Un artiste suisse dans la guerre: Eugène Burnand
Frédérique Burnand | Le 12 janvier à la Maison Jaune de Cully, une cinquantaine de membres de l’Association du Vieux Lavaux (AVL) ont écouté avec un grand intérêt Frédérique Burnand, présidente de la Fondation du Musée Eugène Burnand, dans une conférence intitulée « Eugène Burnand et la Première Guerre mondiale ».
Eugène Burnand (1850-1921), artiste suisse, a passé la plus grande partie de sa vie en France, avec sa nombreuse famille. Lorsque la Première Guerre mondiale éclate, il quitte son domicile parisien pour revenir en Suisse.
On aurait facilement tendance à croire qu’un artiste peintre vaudois, en relative sécurité dans la campagne moudonnoise, aurait pu dès lors se laisser vivre et peindre paisiblement, en attendant que passent les années de guerre. Mais il en ira tout autrement. Lecteur infatigable de la presse, avide des nouvelles, Eugène Burnand va vivre cette guerre doublement. D’une part, avec toute sa fibre francophile, il tiendra, dès le 1er août 1914 et presque au jour le jour, un volumineux Journal de guerre (longtemps réputé perdu et récemment retrouvé par miracle), dans lequel il rapporte l’actualité, la commente, s’interroge, raconte ses rencontres et sa correspondance avec tel ou tel homme politique, et porte un regard sans concession sur les positions helvétiques et les problèmes moraux qu’elles laissent apparaître sur le plan confédéral. D’autre part, si la plupart de ses fils sont mobilisés en Suisse, son cadet, naturalisé français, part pour la guerre. En outre, sa nombreuse parenté française est au cœur de ses préoccupations, qu’elle se trouve à l’arrière des zones de combat ou mobilisée, en la personne de ses neveux.
Coupé de sa base et de ses projets, il ne cessera pas de travailler pour autant: c’est à une série Visages et profils de chez nous qu’il œuvre dans son atelier de Sépey, jusqu’à ce que, en février 1917, le Conseil fédéral fasse appel à lui avec insistance et lui confie une mission diplomatique en France.

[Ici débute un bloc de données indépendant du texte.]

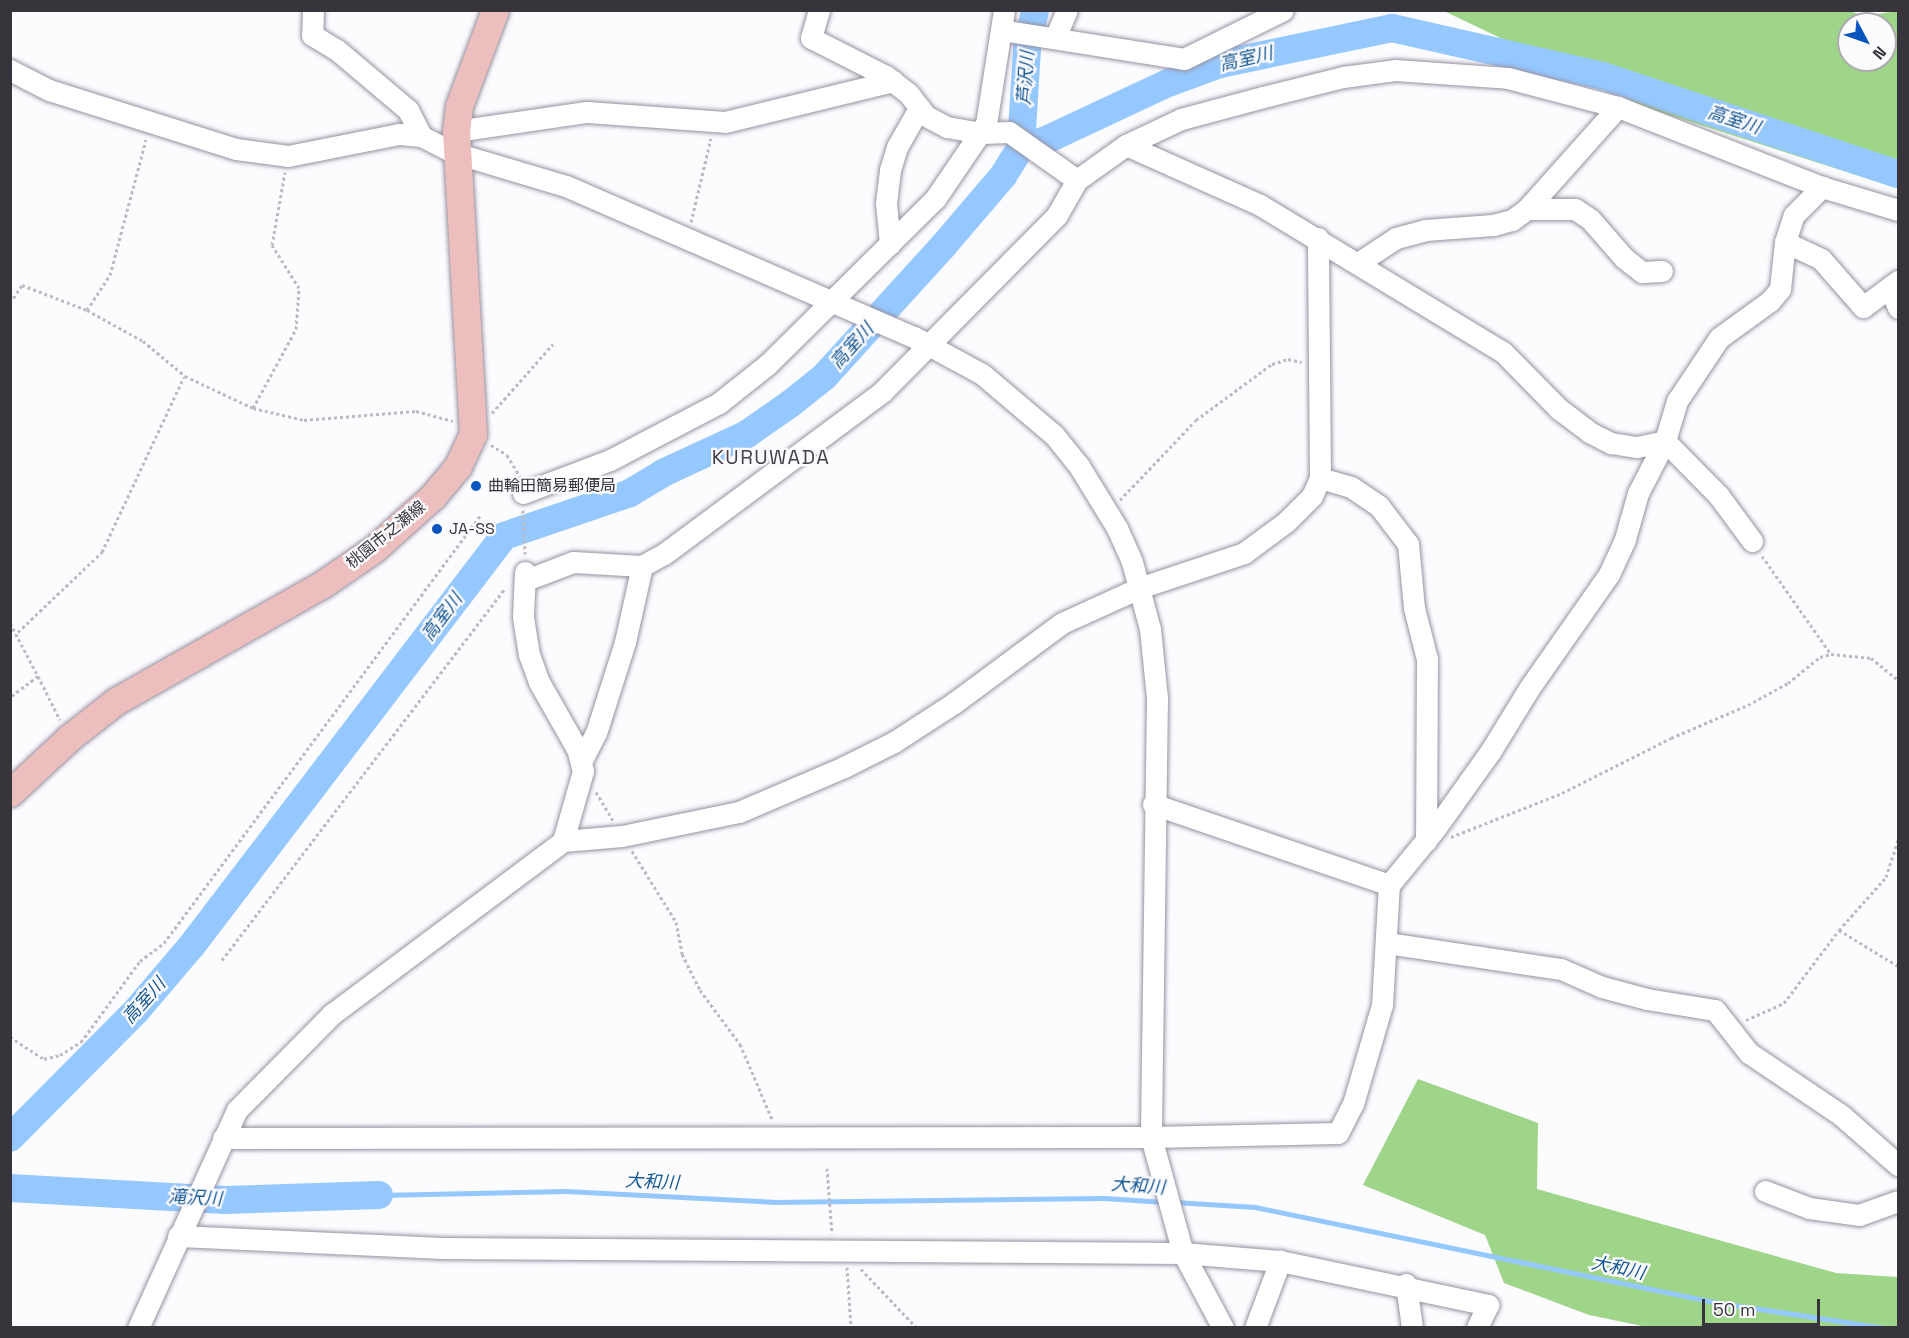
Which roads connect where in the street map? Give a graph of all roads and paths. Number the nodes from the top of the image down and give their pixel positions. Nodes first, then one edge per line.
1 (313, 10) edge
2 (495, 10) edge
3 (819, 10) edge
4 (1067, 10) edge
5 (1284, 10) edge
6 (1005, 24) edge
7 (1051, 37) junction
8 (10, 70) edge
9 (893, 81) junction
10 (1618, 107) junction
11 (918, 110) junction
12 (716, 122) junction
13 (150, 124) junction
14 (981, 133) junction
15 (421, 136) junction
16 (456, 142) junction
17 (1126, 145) junction
18 (288, 156) junction
19 (1070, 175) junction
20 (1822, 187) junction
21 (1527, 209) junction
22 (1899, 210) edge
23 (1318, 238) junction
24 (687, 239) junction
25 (1785, 242) junction
26 (890, 244) junction
27 (1358, 263) junction
28 (1662, 271) dead end
29 (1894, 284) edge
30 (10, 303) edge
31 (835, 304) junction
32 (1899, 308) edge
33 (87, 310) junction
34 (921, 341) junction
35 (553, 344) dead end
36 (1319, 366) junction
37 (185, 376) junction
38 (253, 408) junction
39 (491, 414) dead end
40 (473, 434) junction
41 (1665, 441) junction
42 (1320, 478) junction
43 (523, 494) junction
44 (1108, 513) junction
45 (480, 516) dead end
46 (1752, 540) joint
47 (642, 566) junction
48 (525, 575) junction
49 (1139, 588) junction
50 (10, 623) edge
51 (18, 632) junction
52 (1832, 654) junction
53 (38, 676) junction
54 (1899, 681) edge
55 (10, 697) edge
56 (69, 738) junction
57 (582, 767) junction
58 (10, 793) edge
59 (1153, 804) junction
60 (622, 836) junction
61 (1899, 839) edge
62 (563, 841) junction
63 (1426, 841) junction
64 (1389, 885) junction
65 (1839, 930) junction
66 (1387, 943) junction
67 (222, 960) dead end
68 (1899, 966) edge
69 (1727, 1026) junction
70 (10, 1037) edge
71 (780, 1137) junction
72 (222, 1141) junction
73 (1152, 1143) junction
74 (1899, 1165) edge
75 (827, 1168) dead end
76 (1765, 1191) dead end
77 (1899, 1201) edge
78 (831, 1233) dead end
79 (178, 1236) junction
80 (1182, 1248) junction
81 (846, 1253) junction
82 (1280, 1261) junction
83 (1406, 1284) junction
84 (138, 1328) edge
85 (851, 1328) edge
86 (917, 1328) edge
87 (1223, 1328) edge
88 (1255, 1328) edge
89 (1412, 1328) edge
90 (1477, 1328) edge

1 - 15 street
2 - 16 main road, 桃園市之瀬線
3 - 9 street
4 - 7 street
5 - 7 street
6 - 7 street
6 - 14 street
8 - 13 street
9 - 11 street
9 - 12 street
10 - 17 street
10 - 20 street
10 - 21 street
11 - 14 street
11 - 26 street
12 - 16 street
12 - 24 path
13 - 18 street
13 - 33 path
14 - 19 street
14 - 26 street
15 - 16 street
15 - 18 street
16 - 24 street
16 - 40 main road, 桃園市之瀬線
17 - 19 street
17 - 23 street
18 - 38 path
19 - 34 street
20 - 22 street
20 - 25 street
21 - 27 street
21 - 28 street
23 - 27 street
23 - 36 street
24 - 31 street
25 - 29 street
25 - 41 street
26 - 31 street
27 - 41 street
29 - 32 street
30 - 33 path
31 - 34 street
31 - 43 street
33 - 37 path
34 - 44 street
34 - 47 street
35 - 39 path
36 - 42 street
36 - 44 path
37 - 38 path
37 - 51 path
38 - 40 path
40 - 43 path
40 - 56 main road, 桃園市之瀬線
41 - 46 street
41 - 63 street
42 - 49 street
42 - 63 street
43 - 48 path
44 - 49 street
45 - 70 path
46 - 52 path
47 - 48 street
47 - 57 street
48 - 57 street
48 - 67 path
49 - 59 street
49 - 60 street
50 - 51 path
51 - 53 path
52 - 54 path
52 - 63 path
53 - 55 path
53 - 56 path
56 - 58 main road, 桃園市之瀬線
57 - 60 path
57 - 62 street
59 - 64 street
59 - 73 street
60 - 62 street
60 - 71 path
61 - 65 path
62 - 72 street
63 - 64 street
64 - 66 street
65 - 68 path
65 - 69 path
66 - 69 street
66 - 73 street
69 - 74 street
71 - 72 street
71 - 73 street
72 - 79 street
73 - 80 street
75 - 78 path
76 - 77 street
79 - 81 street
79 - 84 street
80 - 81 street
80 - 82 street
80 - 87 street
81 - 85 path
81 - 86 path
82 - 83 street
82 - 88 street
83 - 89 street
83 - 90 street

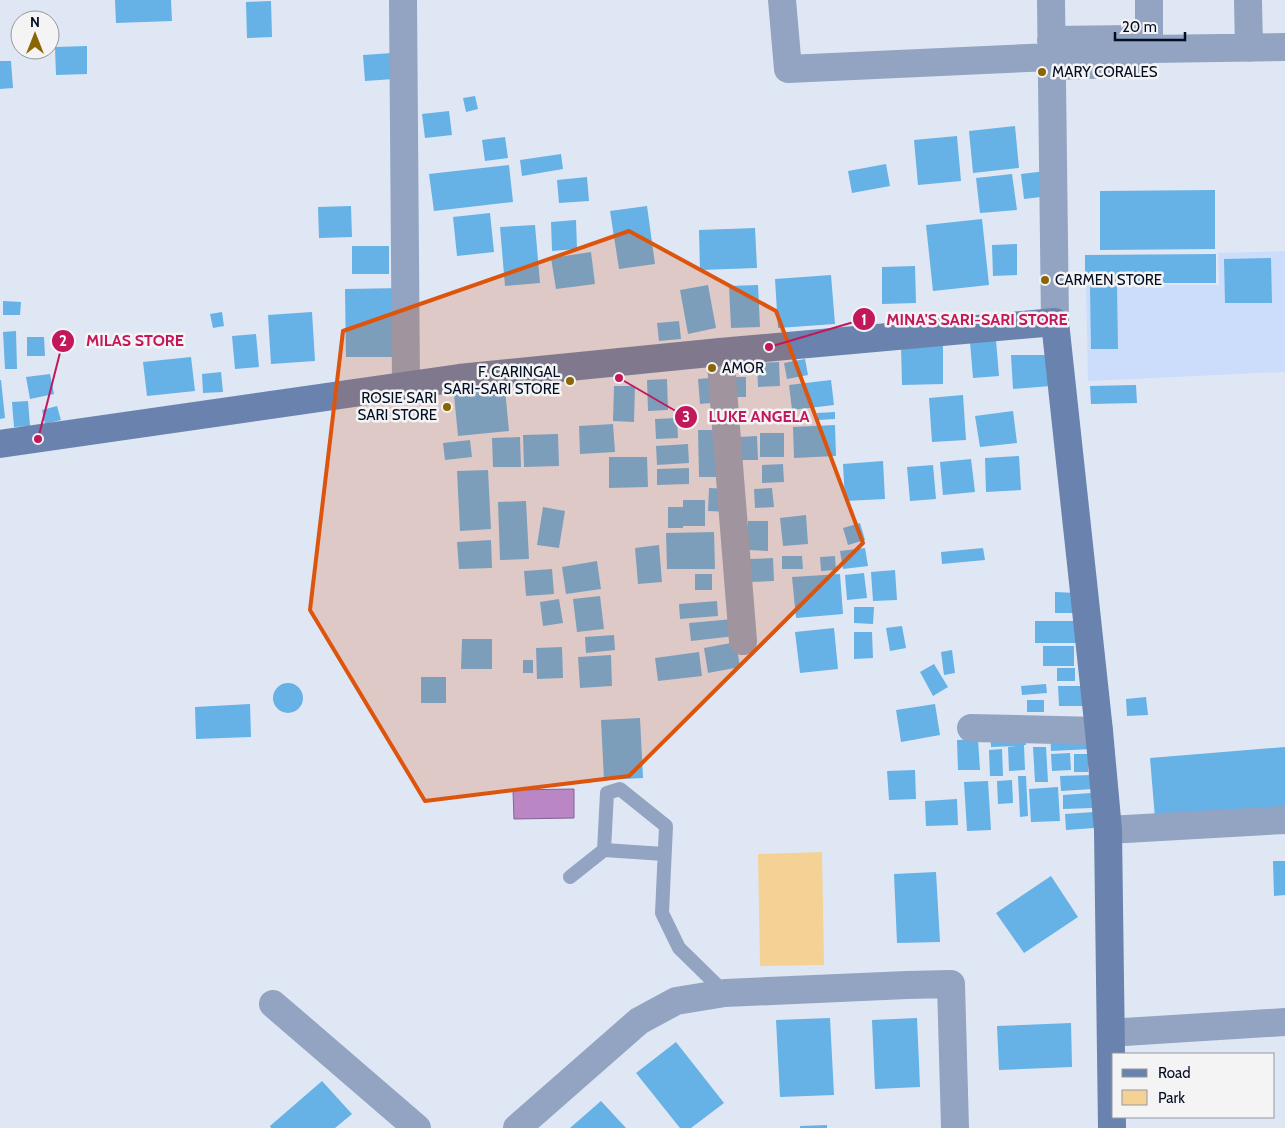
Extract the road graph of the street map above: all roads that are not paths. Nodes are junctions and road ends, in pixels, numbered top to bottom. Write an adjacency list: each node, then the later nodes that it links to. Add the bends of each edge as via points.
1 (403, 0): 12 (street)
2 (782, 0): 9 (street, via 788,69)
3 (1052, 0): 9 (street)
4 (1149, 0): 7 (street)
5 (1248, 0): 8 (street)
6 (1285, 47): 8 (street)
7 (1149, 48): 8 (street); 9 (street, via 1128,64)
8 (1249, 48)
9 (1051, 54): 10 (street)
10 (1055, 322): 11 (street); 16 (street)
11 (720, 352): 12 (street); 14 (street)
12 (406, 386): 13 (street)
13 (0, 444)
14 (743, 641)
15 (971, 728): 16 (street)
16 (1099, 731): 18 (street)
17 (1285, 820): 18 (street)
18 (1108, 830): 25 (street)
19 (604, 850): 20 (lane); 20 (lane, via 607,793 620,789 666,826); 21 (lane)
20 (664, 854): 22 (lane, via 662,913 678,948)
21 (570, 878)
22 (724, 993): 27 (street, via 676,1001 639,1021); 28 (street, via 951,984)
23 (272, 1004): 26 (street)
24 (1285, 1022): 25 (street)
25 (1110, 1032): 29 (street)
26 (417, 1128)
27 (517, 1128)
28 (955, 1128)
29 (1112, 1128)

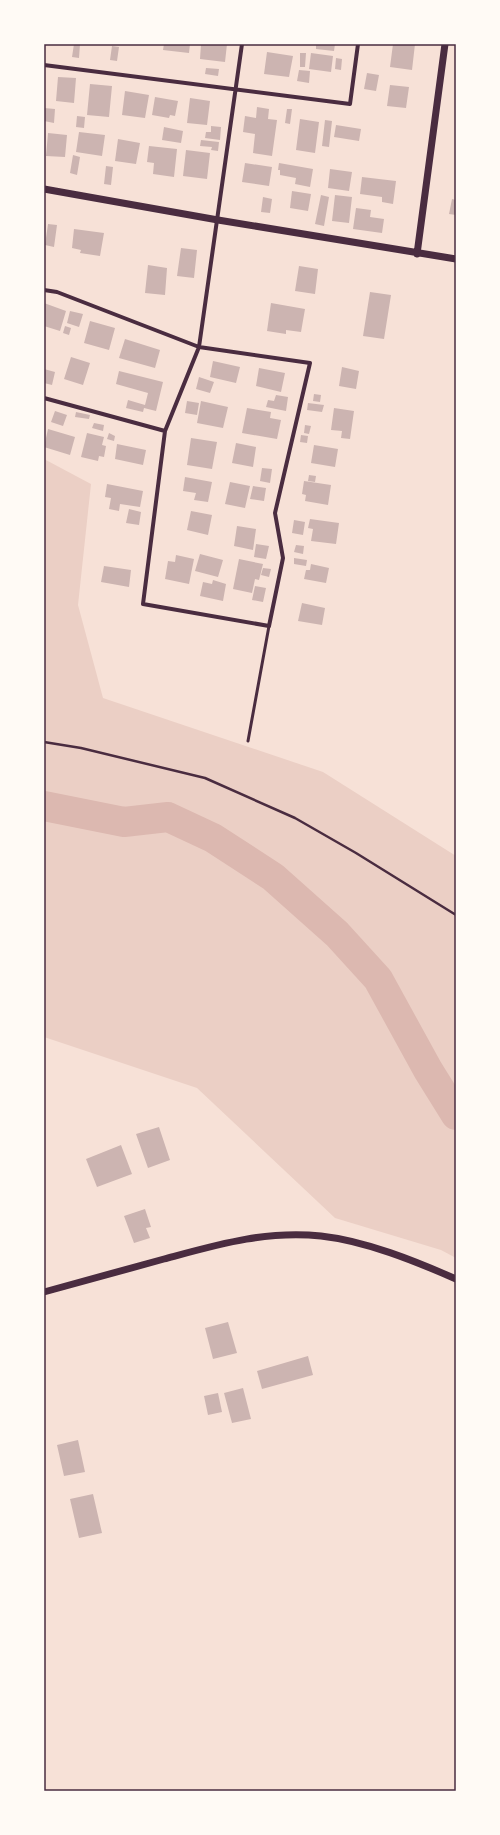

C’est dès l’été 1917 que, pouvant librement circuler en France grâce à son passeport diplomatique, il va enfin pouvoir se mettre à un projet qui lui tient fortement à cœur depuis 1915 déjà : portraiturer les Poilus et les belligérants alliés de la France : 105 portraits seront publiés en volume en 1922, sous le titre Les Alliés dans la guerre des nations.
La grande majorité des originaux, propriété de la République Française, est, aujourd’hui encore, exposée au Musée de la Légion d’honneur à Paris.